** Opening Data provided block **

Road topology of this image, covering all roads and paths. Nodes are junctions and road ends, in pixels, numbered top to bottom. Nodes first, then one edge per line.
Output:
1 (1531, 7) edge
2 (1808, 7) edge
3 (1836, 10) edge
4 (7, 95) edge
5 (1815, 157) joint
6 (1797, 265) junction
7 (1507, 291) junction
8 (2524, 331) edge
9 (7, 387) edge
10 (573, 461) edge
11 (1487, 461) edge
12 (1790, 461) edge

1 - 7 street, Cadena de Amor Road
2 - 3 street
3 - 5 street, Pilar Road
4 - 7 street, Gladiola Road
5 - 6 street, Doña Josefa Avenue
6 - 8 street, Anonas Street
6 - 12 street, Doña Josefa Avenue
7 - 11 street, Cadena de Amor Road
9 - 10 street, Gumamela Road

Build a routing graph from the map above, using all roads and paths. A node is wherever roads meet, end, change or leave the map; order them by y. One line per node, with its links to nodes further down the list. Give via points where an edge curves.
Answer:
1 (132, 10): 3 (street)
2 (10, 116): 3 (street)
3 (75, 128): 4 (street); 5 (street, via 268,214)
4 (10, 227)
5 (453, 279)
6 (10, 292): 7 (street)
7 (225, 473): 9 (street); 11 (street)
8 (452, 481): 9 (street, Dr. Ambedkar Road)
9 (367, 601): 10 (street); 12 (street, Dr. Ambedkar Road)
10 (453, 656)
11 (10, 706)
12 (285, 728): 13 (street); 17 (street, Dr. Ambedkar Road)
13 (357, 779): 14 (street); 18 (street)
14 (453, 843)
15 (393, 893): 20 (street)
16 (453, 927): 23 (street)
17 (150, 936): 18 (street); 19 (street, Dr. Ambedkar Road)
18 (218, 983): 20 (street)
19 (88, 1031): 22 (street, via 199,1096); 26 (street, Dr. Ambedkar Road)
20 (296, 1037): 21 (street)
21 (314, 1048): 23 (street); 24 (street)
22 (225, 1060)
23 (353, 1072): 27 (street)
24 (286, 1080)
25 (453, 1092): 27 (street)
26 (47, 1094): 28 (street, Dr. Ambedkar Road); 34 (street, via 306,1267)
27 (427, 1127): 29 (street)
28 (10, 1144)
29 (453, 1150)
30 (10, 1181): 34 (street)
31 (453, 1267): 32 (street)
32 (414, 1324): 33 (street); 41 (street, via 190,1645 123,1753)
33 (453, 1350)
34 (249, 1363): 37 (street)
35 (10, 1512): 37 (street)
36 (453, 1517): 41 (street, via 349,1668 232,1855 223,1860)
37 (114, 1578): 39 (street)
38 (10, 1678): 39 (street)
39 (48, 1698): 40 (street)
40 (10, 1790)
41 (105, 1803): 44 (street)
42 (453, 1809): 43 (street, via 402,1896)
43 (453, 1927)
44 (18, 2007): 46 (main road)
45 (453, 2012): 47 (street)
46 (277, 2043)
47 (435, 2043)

** Closing Data provided block **

Prompt → Reprint the data above from the opening line to the line holding "Build a routing", inclusive, and nothing else.

Task result →
Road topology of this image, covering all roads and paths. Nodes are junctions and road ends, in pixels, numbered top to bottom. Nodes first, then one edge per line.
Output:
1 (1531, 7) edge
2 (1808, 7) edge
3 (1836, 10) edge
4 (7, 95) edge
5 (1815, 157) joint
6 (1797, 265) junction
7 (1507, 291) junction
8 (2524, 331) edge
9 (7, 387) edge
10 (573, 461) edge
11 (1487, 461) edge
12 (1790, 461) edge

1 - 7 street, Cadena de Amor Road
2 - 3 street
3 - 5 street, Pilar Road
4 - 7 street, Gladiola Road
5 - 6 street, Doña Josefa Avenue
6 - 8 street, Anonas Street
6 - 12 street, Doña Josefa Avenue
7 - 11 street, Cadena de Amor Road
9 - 10 street, Gumamela Road

Build a routing graph from the map above, using all roads and paths. A node is wherever roads meet, end, change or leave the map; order them by y. One line per node, with its links to nodes further down the list. Give via points where an edge curves.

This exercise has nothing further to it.